The User can delete the placed cookies at any time or block the placement of cookies using the options available in his or her web browser. Deleting or blocking the placement of cookies may hinder the User’s use of the site, or even prevent them from using some of its options. Managing and deleting cookies varies depending on the browser used. More information on this topic can be found by using the Help function in the browser. Most browsers offer the option of accepting or rejecting all cookies, accepting only certain types, or notifying the user each time a website tries to save them. The User can also easily delete cookies that have already been stored on the device by the browser.

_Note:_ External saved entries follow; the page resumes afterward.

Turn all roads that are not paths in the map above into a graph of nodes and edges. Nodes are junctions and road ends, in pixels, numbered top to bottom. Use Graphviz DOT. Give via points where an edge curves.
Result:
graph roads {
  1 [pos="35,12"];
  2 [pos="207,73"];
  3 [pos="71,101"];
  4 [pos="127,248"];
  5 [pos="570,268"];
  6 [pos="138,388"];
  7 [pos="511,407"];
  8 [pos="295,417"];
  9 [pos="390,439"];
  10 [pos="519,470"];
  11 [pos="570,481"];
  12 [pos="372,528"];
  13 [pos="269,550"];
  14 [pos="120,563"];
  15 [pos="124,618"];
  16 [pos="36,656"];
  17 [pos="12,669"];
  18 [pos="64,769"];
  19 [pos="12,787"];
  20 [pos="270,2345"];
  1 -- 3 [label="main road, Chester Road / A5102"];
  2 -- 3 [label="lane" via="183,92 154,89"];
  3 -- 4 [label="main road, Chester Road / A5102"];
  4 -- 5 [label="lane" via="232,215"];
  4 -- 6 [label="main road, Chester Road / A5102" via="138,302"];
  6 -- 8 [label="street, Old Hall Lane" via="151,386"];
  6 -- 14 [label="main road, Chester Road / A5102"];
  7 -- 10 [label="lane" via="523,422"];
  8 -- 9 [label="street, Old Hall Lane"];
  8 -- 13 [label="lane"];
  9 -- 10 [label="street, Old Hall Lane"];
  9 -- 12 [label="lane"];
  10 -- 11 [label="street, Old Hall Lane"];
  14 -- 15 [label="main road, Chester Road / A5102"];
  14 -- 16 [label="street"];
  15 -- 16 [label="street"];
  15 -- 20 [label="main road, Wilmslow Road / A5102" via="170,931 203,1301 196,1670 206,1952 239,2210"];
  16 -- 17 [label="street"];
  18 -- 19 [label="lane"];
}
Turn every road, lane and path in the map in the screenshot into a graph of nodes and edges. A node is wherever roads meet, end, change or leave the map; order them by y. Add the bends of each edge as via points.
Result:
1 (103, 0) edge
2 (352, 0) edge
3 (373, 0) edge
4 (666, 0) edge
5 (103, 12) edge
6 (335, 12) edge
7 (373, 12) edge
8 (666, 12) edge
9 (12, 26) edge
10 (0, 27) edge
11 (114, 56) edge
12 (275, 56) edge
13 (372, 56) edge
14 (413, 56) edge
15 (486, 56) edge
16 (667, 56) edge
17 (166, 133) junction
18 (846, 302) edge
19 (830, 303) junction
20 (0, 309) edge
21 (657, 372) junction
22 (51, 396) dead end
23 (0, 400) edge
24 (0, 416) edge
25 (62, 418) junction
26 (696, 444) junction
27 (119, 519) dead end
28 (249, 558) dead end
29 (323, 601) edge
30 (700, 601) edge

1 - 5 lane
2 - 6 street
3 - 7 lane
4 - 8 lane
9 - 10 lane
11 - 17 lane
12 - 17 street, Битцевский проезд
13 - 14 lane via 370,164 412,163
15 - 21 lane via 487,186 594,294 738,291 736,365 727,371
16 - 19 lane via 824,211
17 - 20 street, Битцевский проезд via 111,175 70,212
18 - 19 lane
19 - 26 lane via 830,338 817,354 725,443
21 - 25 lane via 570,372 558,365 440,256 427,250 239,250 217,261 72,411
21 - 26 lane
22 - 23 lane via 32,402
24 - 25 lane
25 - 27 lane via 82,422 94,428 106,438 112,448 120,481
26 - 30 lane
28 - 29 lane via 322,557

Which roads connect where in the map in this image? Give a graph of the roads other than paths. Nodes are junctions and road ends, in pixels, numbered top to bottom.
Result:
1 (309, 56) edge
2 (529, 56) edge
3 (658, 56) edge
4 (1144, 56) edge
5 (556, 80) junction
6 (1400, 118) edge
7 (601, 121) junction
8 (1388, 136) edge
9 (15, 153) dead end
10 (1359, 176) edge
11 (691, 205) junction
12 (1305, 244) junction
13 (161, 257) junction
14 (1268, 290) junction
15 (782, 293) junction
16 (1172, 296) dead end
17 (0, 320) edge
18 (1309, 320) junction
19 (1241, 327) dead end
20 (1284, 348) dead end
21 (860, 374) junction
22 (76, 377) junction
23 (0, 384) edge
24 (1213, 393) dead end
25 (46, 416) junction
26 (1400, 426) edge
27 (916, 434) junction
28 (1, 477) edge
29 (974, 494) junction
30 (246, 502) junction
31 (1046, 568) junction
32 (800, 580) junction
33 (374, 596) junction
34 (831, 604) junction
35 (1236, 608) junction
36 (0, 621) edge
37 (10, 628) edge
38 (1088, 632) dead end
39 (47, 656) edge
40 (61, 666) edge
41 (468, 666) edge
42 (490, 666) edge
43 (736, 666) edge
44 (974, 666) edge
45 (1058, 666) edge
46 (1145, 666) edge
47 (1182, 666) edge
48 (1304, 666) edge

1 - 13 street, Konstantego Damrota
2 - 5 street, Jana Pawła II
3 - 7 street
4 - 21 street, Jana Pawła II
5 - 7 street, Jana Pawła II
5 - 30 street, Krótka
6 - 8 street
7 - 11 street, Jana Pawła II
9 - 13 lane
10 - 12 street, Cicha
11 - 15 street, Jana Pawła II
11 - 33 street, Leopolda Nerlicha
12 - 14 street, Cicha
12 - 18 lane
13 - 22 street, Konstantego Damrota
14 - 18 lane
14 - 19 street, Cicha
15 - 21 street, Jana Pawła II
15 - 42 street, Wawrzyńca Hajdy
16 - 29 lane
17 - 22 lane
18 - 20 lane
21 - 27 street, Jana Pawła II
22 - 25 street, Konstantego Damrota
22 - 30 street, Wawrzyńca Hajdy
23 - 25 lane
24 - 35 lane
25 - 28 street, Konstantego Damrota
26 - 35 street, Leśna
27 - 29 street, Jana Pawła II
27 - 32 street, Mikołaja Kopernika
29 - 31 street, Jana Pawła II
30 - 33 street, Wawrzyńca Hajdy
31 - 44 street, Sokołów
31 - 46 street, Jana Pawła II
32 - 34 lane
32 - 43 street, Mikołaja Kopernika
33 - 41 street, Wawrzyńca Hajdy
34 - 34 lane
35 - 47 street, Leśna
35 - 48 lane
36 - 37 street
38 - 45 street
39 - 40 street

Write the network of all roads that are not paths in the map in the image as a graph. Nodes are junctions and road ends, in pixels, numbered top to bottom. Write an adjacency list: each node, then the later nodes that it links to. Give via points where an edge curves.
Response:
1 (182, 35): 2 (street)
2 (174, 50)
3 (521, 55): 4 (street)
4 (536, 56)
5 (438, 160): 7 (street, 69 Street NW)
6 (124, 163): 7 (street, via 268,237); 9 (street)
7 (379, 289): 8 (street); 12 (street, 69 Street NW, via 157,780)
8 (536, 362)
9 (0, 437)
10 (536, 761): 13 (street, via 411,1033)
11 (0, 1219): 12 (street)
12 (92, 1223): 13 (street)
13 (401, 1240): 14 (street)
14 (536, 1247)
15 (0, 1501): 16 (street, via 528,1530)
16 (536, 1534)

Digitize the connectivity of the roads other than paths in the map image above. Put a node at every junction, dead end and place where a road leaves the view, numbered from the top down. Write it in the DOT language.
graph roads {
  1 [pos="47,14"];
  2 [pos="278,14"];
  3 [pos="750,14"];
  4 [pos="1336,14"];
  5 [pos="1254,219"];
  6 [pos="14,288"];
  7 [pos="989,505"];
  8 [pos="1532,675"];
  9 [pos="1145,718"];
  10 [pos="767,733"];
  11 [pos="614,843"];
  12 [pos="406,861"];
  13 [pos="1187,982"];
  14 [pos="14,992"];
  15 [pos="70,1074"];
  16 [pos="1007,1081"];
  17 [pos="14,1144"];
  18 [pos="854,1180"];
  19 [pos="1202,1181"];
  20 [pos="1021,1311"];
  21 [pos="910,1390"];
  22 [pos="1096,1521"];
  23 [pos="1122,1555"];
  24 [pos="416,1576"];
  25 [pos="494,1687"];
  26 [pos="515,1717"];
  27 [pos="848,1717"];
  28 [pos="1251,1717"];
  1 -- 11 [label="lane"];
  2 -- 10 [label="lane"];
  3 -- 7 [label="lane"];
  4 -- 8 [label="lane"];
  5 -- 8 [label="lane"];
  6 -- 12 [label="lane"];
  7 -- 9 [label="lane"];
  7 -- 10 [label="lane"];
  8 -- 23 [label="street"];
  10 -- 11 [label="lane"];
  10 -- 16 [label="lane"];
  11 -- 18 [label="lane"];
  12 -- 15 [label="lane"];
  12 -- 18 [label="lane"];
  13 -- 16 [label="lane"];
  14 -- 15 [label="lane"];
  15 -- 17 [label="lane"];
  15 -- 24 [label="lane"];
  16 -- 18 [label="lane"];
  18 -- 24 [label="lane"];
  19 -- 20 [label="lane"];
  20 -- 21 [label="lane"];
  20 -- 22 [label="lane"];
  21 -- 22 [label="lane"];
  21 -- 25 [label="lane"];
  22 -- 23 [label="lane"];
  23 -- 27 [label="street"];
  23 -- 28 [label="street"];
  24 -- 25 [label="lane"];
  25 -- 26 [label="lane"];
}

Changing the conditions for storing or receiving cookies is possible by configuring the settings in web browsers, among others:

  • in Internet Explorer
  • in Mozilla Firefox
  • in Chrome
  • in Opera

Transfers of data outside the EEA

The level of protection for personal data outside the European Economic Area (EEA) differs from that provided by the European law. For this reason, the Controller transfers personal data outside the EEA only when necessary and with an adequate degree of protection, primarily by:

  • cooperation with personal data processors in countries for which a relevant decision of the European Commission has been issued;
  • application of standard contractual clauses issued by the European Commission;
  • application of binding corporate rules approved by the relevant regulatory authority;
  • in the case of data transfers to the US – cooperation with entities participating in the Privacy Shield program approved by a decision of the European Commission.

The Controller shall always inform about the intention to transfer personal data outside the EEA at the stage of collection.